* [YOUR INSTRUCTIONS]: Drop every image and restate the entries below word for word.

* [Saved entries]:
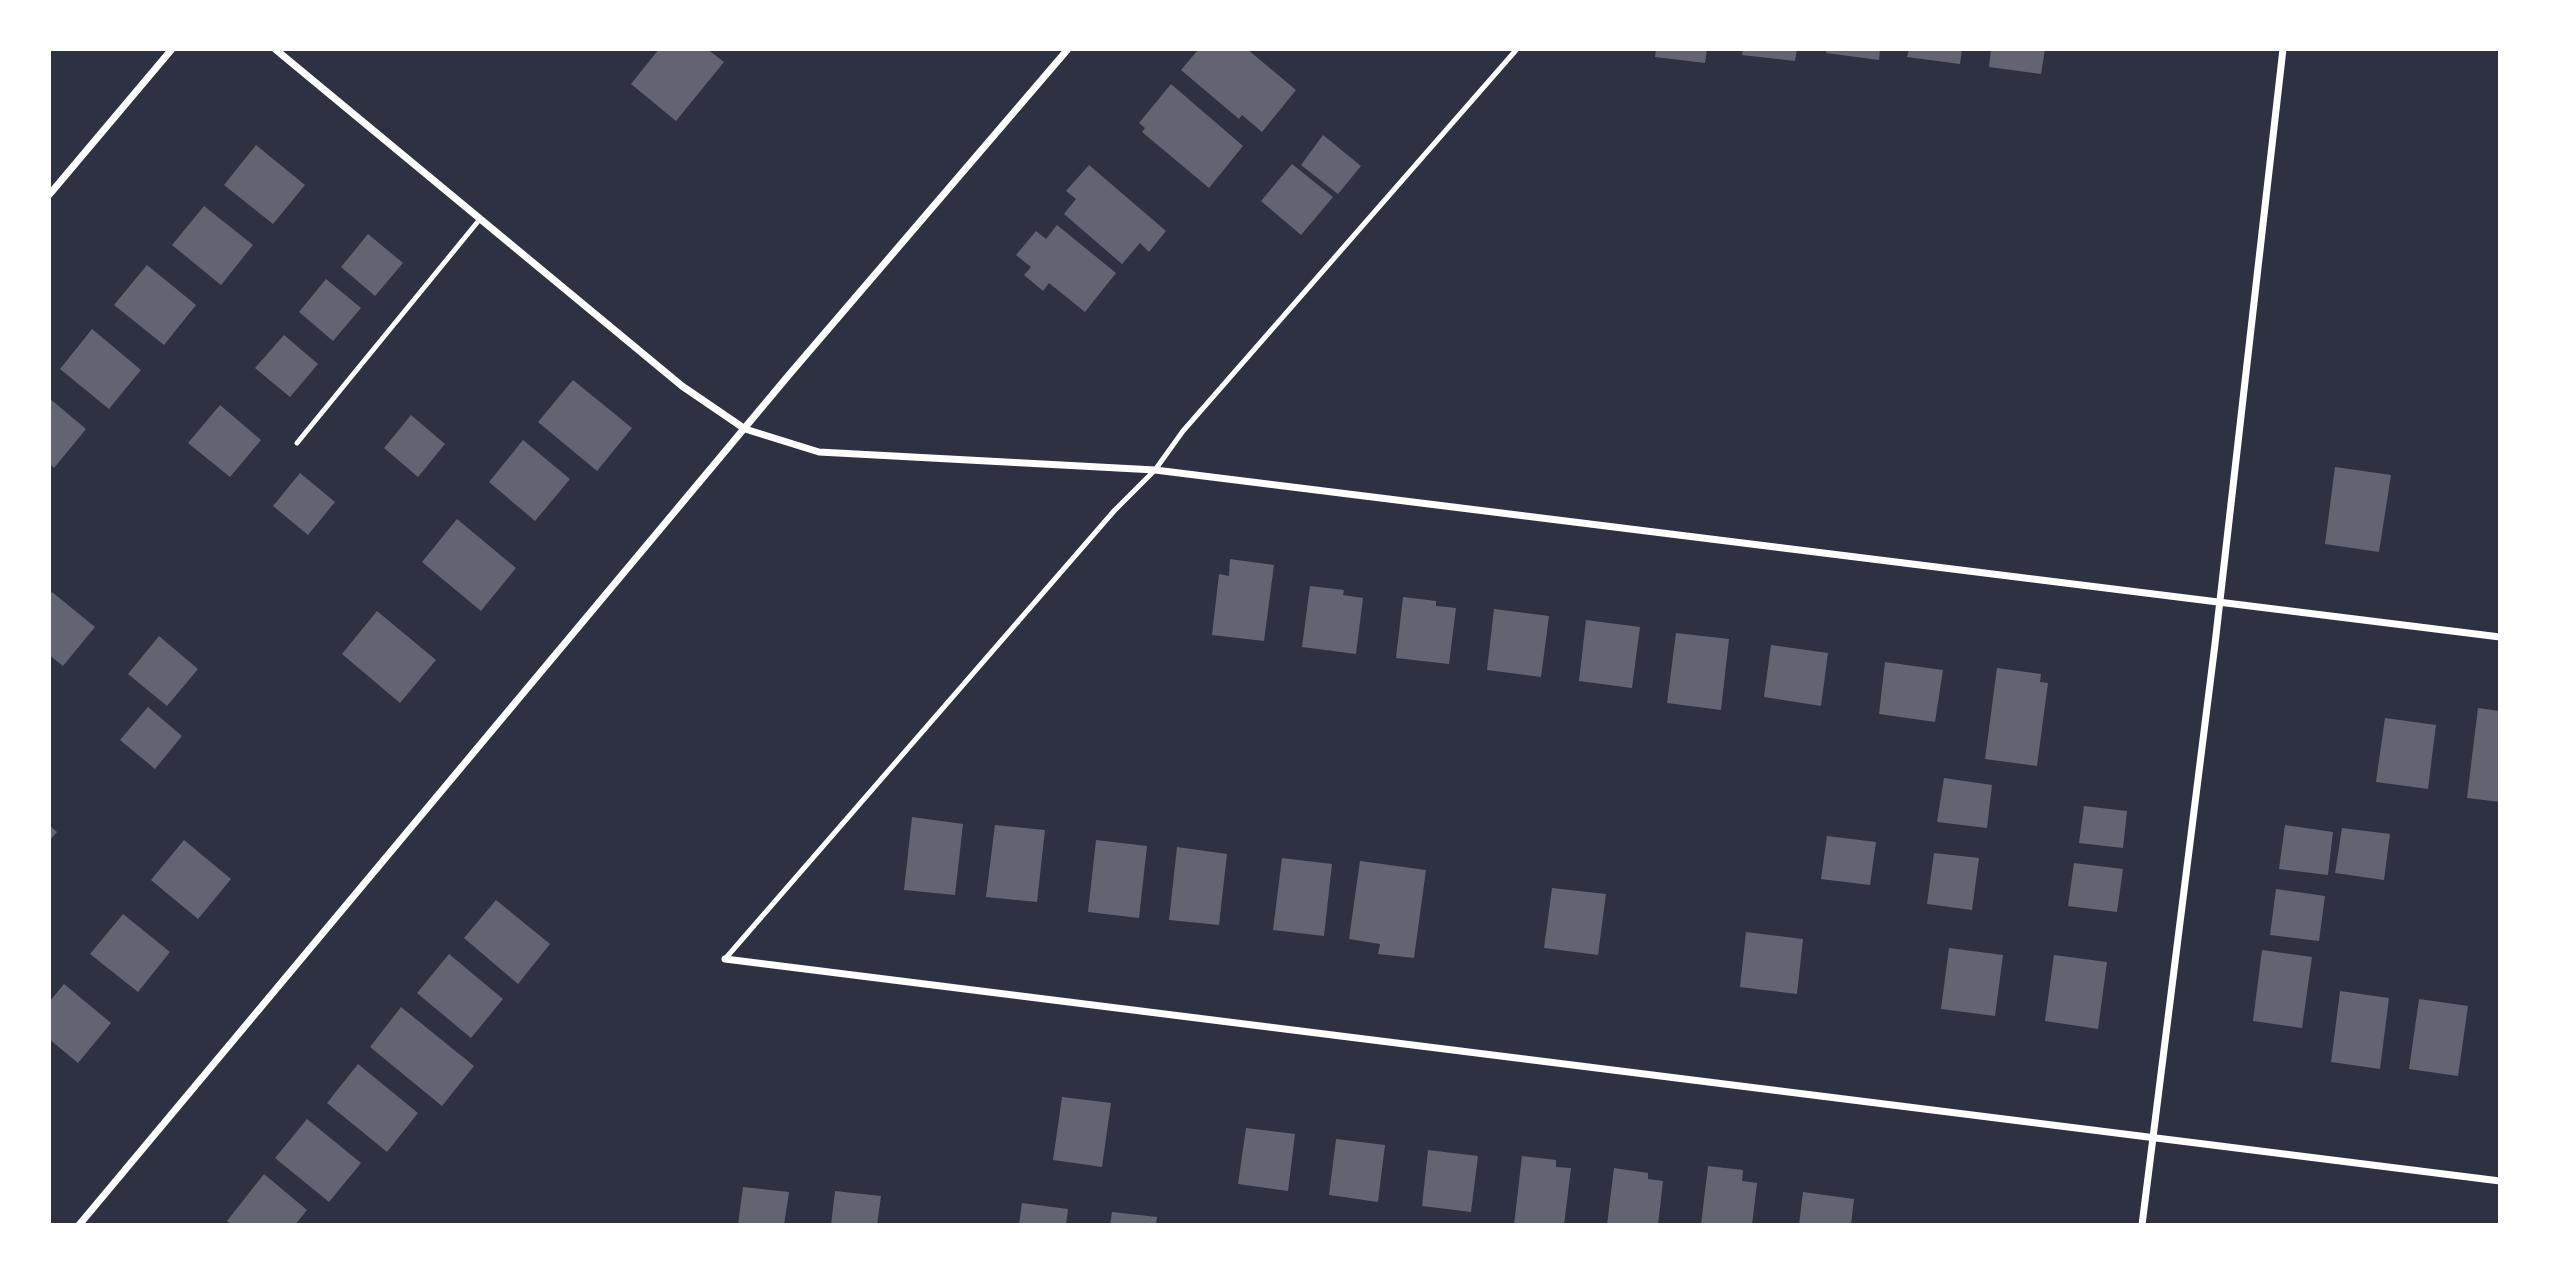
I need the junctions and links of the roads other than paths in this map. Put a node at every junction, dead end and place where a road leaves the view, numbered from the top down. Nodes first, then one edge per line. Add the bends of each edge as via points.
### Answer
1 (172, 49) edge
2 (275, 49) edge
3 (1068, 49) edge
4 (1517, 49) edge
5 (2283, 49) edge
6 (49, 195) edge
7 (480, 219) junction
8 (745, 429) junction
9 (297, 443) dead end
10 (1155, 470) junction
11 (2220, 601) junction
12 (2500, 636) edge
13 (725, 960) joint
14 (2153, 1138) junction
15 (2500, 1181) edge
16 (79, 1225) edge
17 (2142, 1225) edge

1 - 6 street
2 - 7 street
3 - 8 street
4 - 10 lane via 1183,431
5 - 11 street
7 - 8 street via 682,386
7 - 9 lane
8 - 10 street via 819,452
8 - 16 street
10 - 11 street
10 - 13 lane via 1114,511
11 - 12 street
11 - 14 street
13 - 14 street
14 - 15 street
14 - 17 street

* [ANSWER TO THIS EXERCISE]:
I need the junctions and links of the roads other than paths in this map. Put a node at every junction, dead end and place where a road leaves the view, numbered from the top down. Nodes first, then one edge per line. Add the bends of each edge as via points.
### Answer
1 (172, 49) edge
2 (275, 49) edge
3 (1068, 49) edge
4 (1517, 49) edge
5 (2283, 49) edge
6 (49, 195) edge
7 (480, 219) junction
8 (745, 429) junction
9 (297, 443) dead end
10 (1155, 470) junction
11 (2220, 601) junction
12 (2500, 636) edge
13 (725, 960) joint
14 (2153, 1138) junction
15 (2500, 1181) edge
16 (79, 1225) edge
17 (2142, 1225) edge

1 - 6 street
2 - 7 street
3 - 8 street
4 - 10 lane via 1183,431
5 - 11 street
7 - 8 street via 682,386
7 - 9 lane
8 - 10 street via 819,452
8 - 16 street
10 - 11 street
10 - 13 lane via 1114,511
11 - 12 street
11 - 14 street
13 - 14 street
14 - 15 street
14 - 17 street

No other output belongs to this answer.